Model Photography

Taking pictures

The lighting is set up. The lens is mounted on the camera. The camera is loaded with the right film and attached to the tripod. Now, you've got to place the camera at the right place to take the "right" picture, taking advantage of all what's been said before.

First, you have to decide for the scene you want to shoot. It will, of course, depends on your layout and the various scenes that are ready to be photographed. It is generally not a good idea to shoot general views of the layout, or even parts of it, as these views are not really interesting and hide many of the details. Rather, it's better to concentrate on small scenes where all details will show up as they will make your layout look larger that it really is.
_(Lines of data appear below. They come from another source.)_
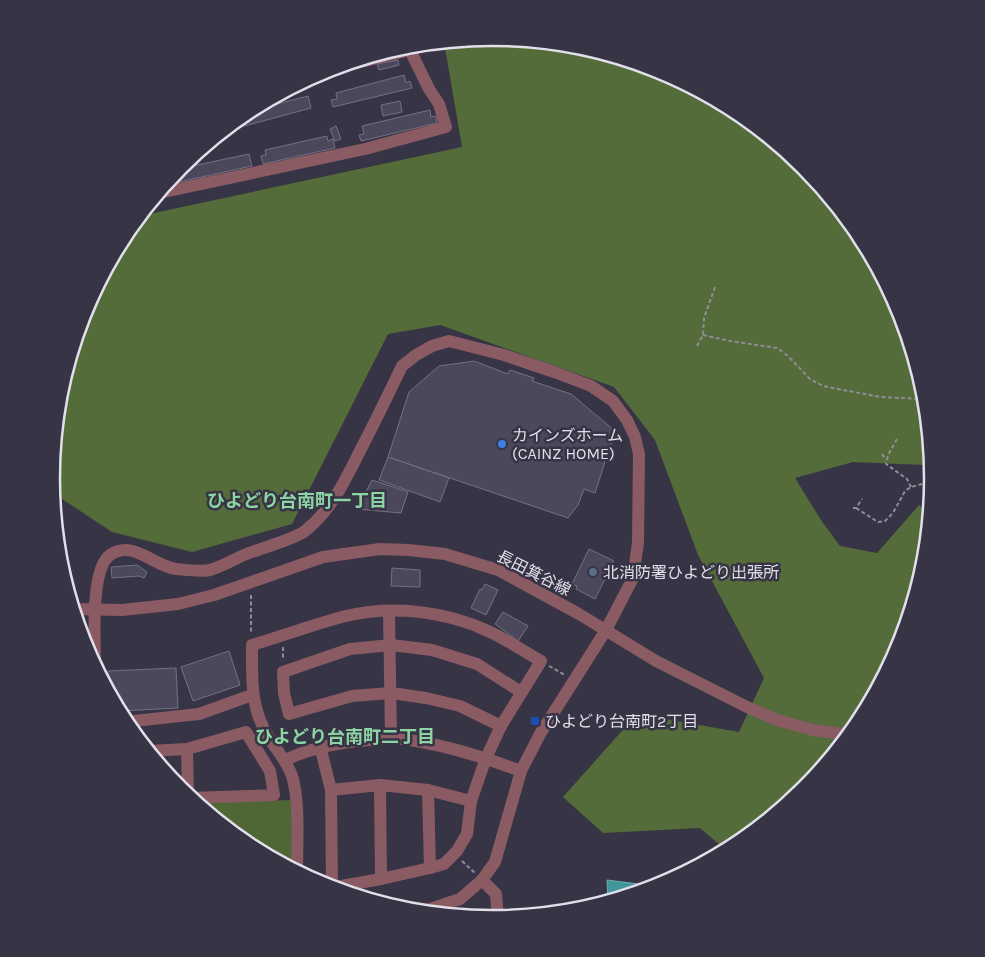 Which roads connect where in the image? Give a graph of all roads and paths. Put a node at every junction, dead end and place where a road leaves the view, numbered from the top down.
1 (412, 54) edge
2 (171, 189) edge
3 (715, 287) dead end
4 (703, 335) junction
5 (697, 346) dead end
6 (917, 400) edge
7 (896, 439) dead end
8 (882, 454) dead end
9 (886, 460) junction
10 (925, 481) edge
11 (911, 487) junction
12 (862, 499) dead end
13 (852, 508) dead end
14 (856, 508) junction
15 (251, 595) dead end
16 (81, 609) edge
17 (94, 611) junction
18 (389, 611) junction
19 (606, 630) junction
20 (282, 636) junction
21 (252, 645) junction
22 (390, 645) junction
23 (95, 648) edge
24 (541, 661) junction
25 (283, 672) junction
26 (574, 681) junction
27 (521, 692) junction
28 (391, 693) junction
29 (252, 695) junction
30 (134, 721) edge
31 (501, 726) junction
32 (841, 734) edge
33 (391, 738) junction
34 (320, 746) junction
35 (187, 749) junction
36 (157, 751) edge
37 (486, 758) junction
38 (285, 760) junction
39 (521, 771) junction
40 (189, 785) edge
41 (380, 785) junction
42 (331, 790) junction
43 (428, 790) junction
44 (200, 797) edge
45 (471, 801) junction
46 (454, 854) junction
47 (297, 864) edge
48 (430, 868) junction
49 (331, 879) edge
50 (381, 879) junction
51 (482, 880) junction
52 (346, 885) edge
53 (436, 907) edge
54 (497, 911) edge

1 - 2 street
3 - 4 path
4 - 5 path
4 - 6 path
7 - 9 path
8 - 9 path
9 - 11 path
10 - 11 path
11 - 14 path
12 - 14 path
13 - 14 path
15 - 21 path
16 - 17 street, 長田箕谷線
17 - 19 street, 長田箕谷線
17 - 19 street
17 - 23 street
18 - 20 street
18 - 22 street
18 - 24 street
19 - 26 street
19 - 32 street, 長田箕谷線
20 - 21 street
20 - 25 path
21 - 29 street
22 - 25 street
22 - 27 street
22 - 28 street
24 - 26 path
24 - 27 street
25 - 28 street
26 - 39 street
27 - 31 street
28 - 31 street
28 - 33 street
29 - 30 street
29 - 38 street
31 - 37 street
33 - 34 street
33 - 37 street
34 - 38 street
34 - 42 street
35 - 36 street
35 - 40 street
35 - 44 street
37 - 39 street
37 - 45 street
38 - 47 street
39 - 51 street
41 - 42 street
41 - 43 street
41 - 50 street
42 - 49 street
43 - 45 street
43 - 48 street
45 - 46 street
46 - 48 street
46 - 51 path
48 - 50 street
50 - 52 street
51 - 53 street
51 - 54 street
Look at the two pictures on this page which have been shot in the same area of my layout. Which one is the most realistic ?

Since it's all about trains, we want to show trains and the general flaw is to fill up the scene with lots of trains, too many trains..., making the picture confused. It's best to show a single train (or even a single engine that is partially visible) which will be the main subject of the scene (unless you have something else to show !). Position the camera at about rail height (or an inch or so higher) so that the scene be more realistic (in real life it would be where you would stand to take a picture of a train). At last, make the final framing of the scene by looking in the viewfinder and observing all details, so that they take their place in the scene. Avoid having the main subject in the center, for a better picture.

Now is the time to adjust the camera settings, taking into consideration all the rules stated above (minimum aperture, shutter speed to match and focus slightly in front of the main subject), and to trigger the camera. Don't forget to take several photos of each scene, with various shutter speeds (nominal value, one notch above and one notch below). This is what's called "bracketing" and ensures that you get the perfect exposure on one of the pictures.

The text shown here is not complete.